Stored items
● ● ● ● ●

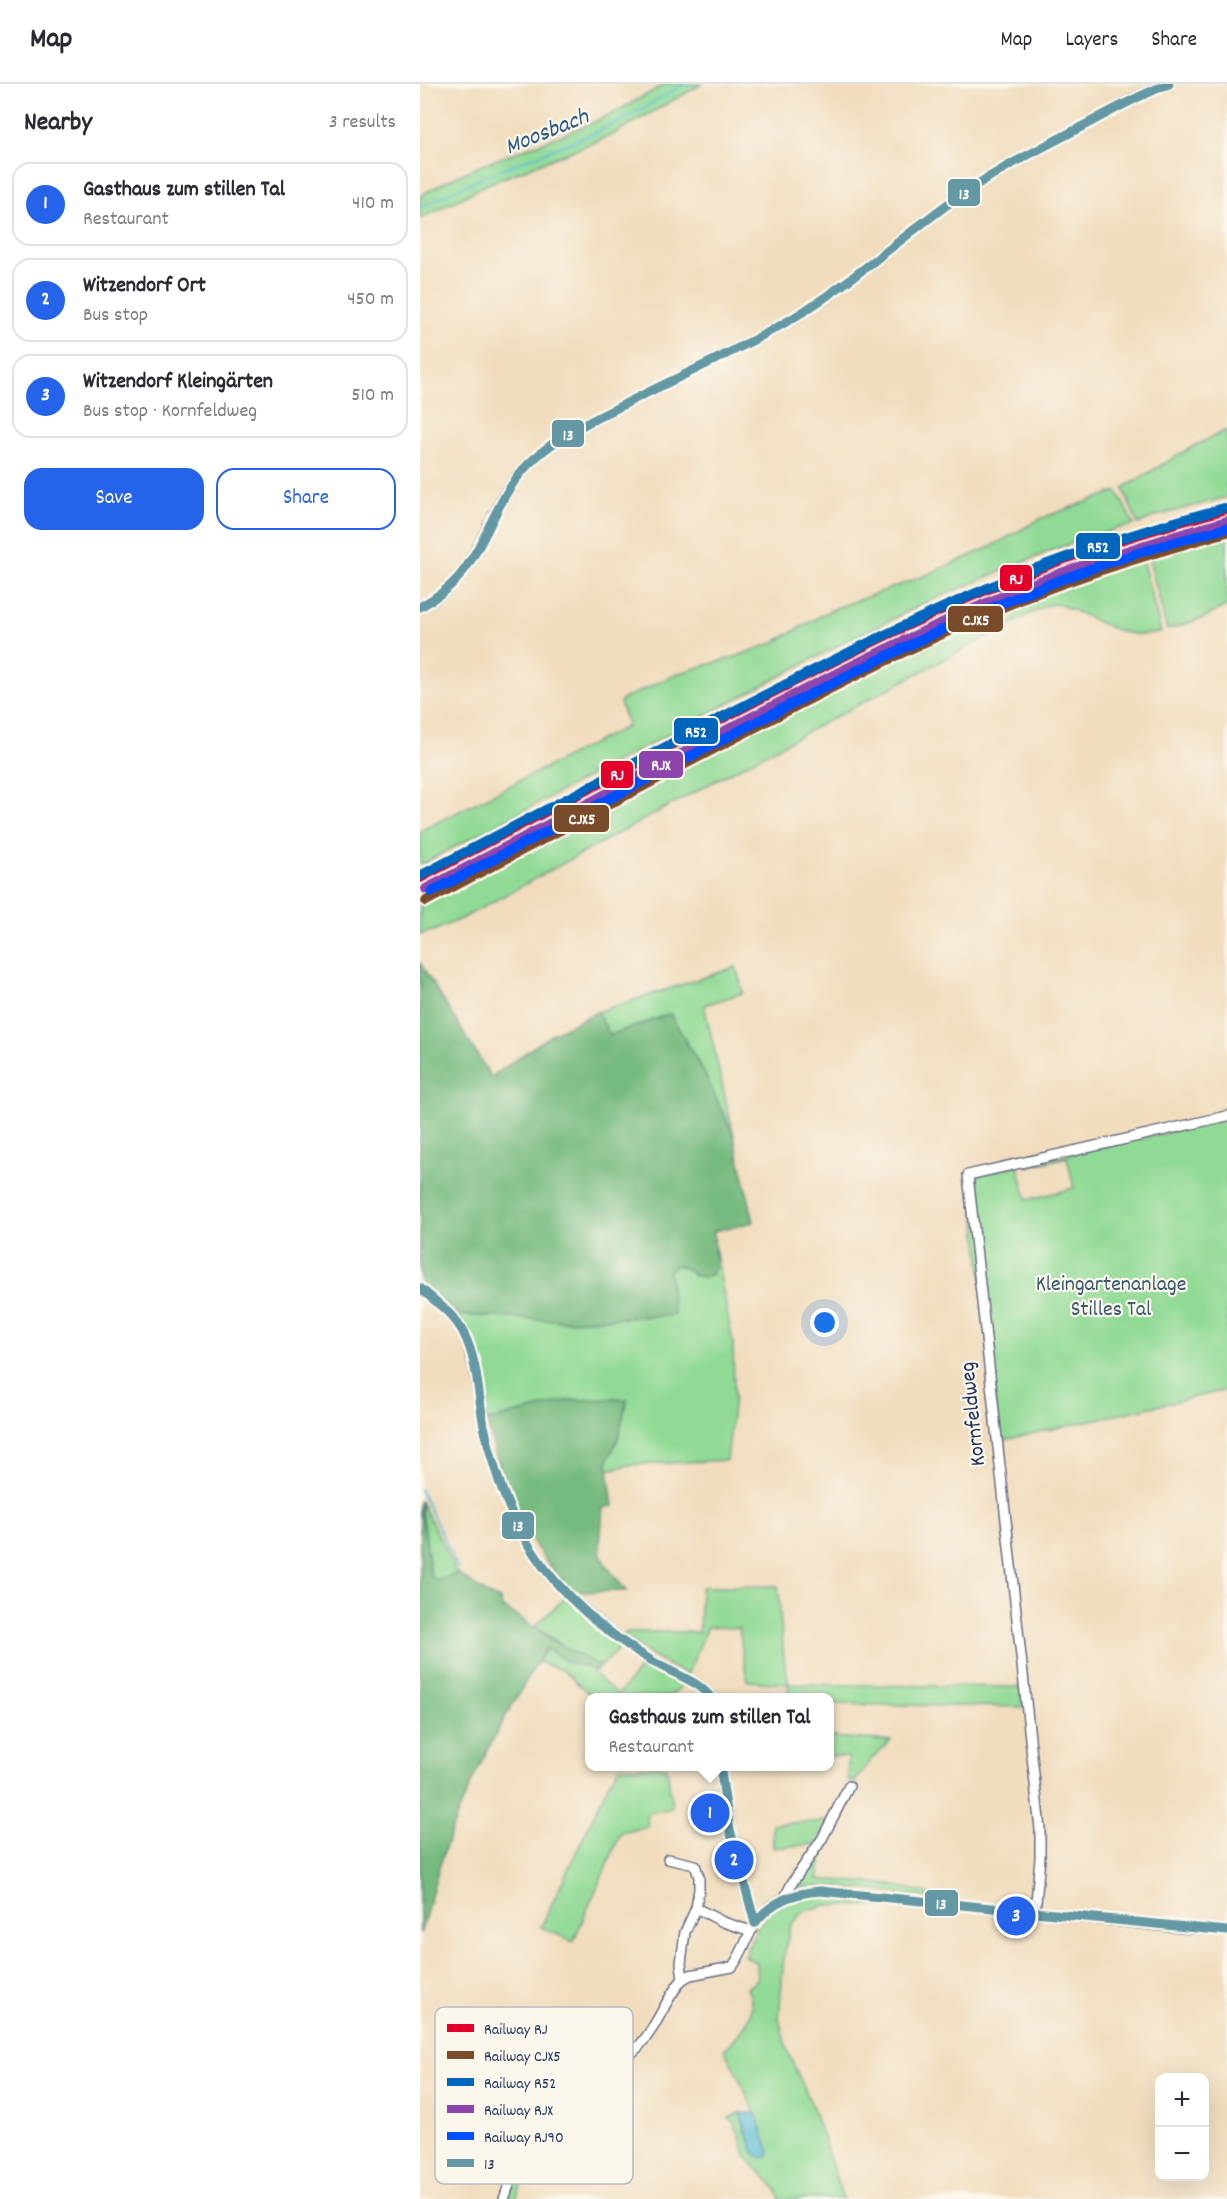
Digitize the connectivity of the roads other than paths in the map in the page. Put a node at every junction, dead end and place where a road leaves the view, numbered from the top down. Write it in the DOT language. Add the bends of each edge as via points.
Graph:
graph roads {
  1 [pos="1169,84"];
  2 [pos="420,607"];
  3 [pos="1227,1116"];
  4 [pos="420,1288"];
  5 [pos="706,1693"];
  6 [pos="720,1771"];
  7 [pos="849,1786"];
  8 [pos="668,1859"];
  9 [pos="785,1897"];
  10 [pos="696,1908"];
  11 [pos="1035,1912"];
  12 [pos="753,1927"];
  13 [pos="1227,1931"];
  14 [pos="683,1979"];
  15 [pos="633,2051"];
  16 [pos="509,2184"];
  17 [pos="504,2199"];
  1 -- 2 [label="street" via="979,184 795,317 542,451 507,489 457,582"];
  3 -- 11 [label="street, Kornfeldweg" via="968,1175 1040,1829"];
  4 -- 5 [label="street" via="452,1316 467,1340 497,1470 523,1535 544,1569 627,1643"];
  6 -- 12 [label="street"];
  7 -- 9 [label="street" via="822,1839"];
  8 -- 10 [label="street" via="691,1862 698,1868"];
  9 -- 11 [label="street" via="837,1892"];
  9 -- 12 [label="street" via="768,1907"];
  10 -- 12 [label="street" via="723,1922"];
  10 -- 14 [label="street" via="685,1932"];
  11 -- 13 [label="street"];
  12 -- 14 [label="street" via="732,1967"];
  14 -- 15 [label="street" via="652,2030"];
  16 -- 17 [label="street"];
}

● ● ● ● ●

● **Your objective**:
The entries above need to be repeated word for word, minus their pictures.

● **Written solution**:
Digitize the connectivity of the roads other than paths in the map in the page. Put a node at every junction, dead end and place where a road leaves the view, numbered from the top down. Write it in the DOT language. Add the bends of each edge as via points.
Graph:
graph roads {
  1 [pos="1169,84"];
  2 [pos="420,607"];
  3 [pos="1227,1116"];
  4 [pos="420,1288"];
  5 [pos="706,1693"];
  6 [pos="720,1771"];
  7 [pos="849,1786"];
  8 [pos="668,1859"];
  9 [pos="785,1897"];
  10 [pos="696,1908"];
  11 [pos="1035,1912"];
  12 [pos="753,1927"];
  13 [pos="1227,1931"];
  14 [pos="683,1979"];
  15 [pos="633,2051"];
  16 [pos="509,2184"];
  17 [pos="504,2199"];
  1 -- 2 [label="street" via="979,184 795,317 542,451 507,489 457,582"];
  3 -- 11 [label="street, Kornfeldweg" via="968,1175 1040,1829"];
  4 -- 5 [label="street" via="452,1316 467,1340 497,1470 523,1535 544,1569 627,1643"];
  6 -- 12 [label="street"];
  7 -- 9 [label="street" via="822,1839"];
  8 -- 10 [label="street" via="691,1862 698,1868"];
  9 -- 11 [label="street" via="837,1892"];
  9 -- 12 [label="street" via="768,1907"];
  10 -- 12 [label="street" via="723,1922"];
  10 -- 14 [label="street" via="685,1932"];
  11 -- 13 [label="street"];
  12 -- 14 [label="street" via="732,1967"];
  14 -- 15 [label="street" via="652,2030"];
  16 -- 17 [label="street"];
}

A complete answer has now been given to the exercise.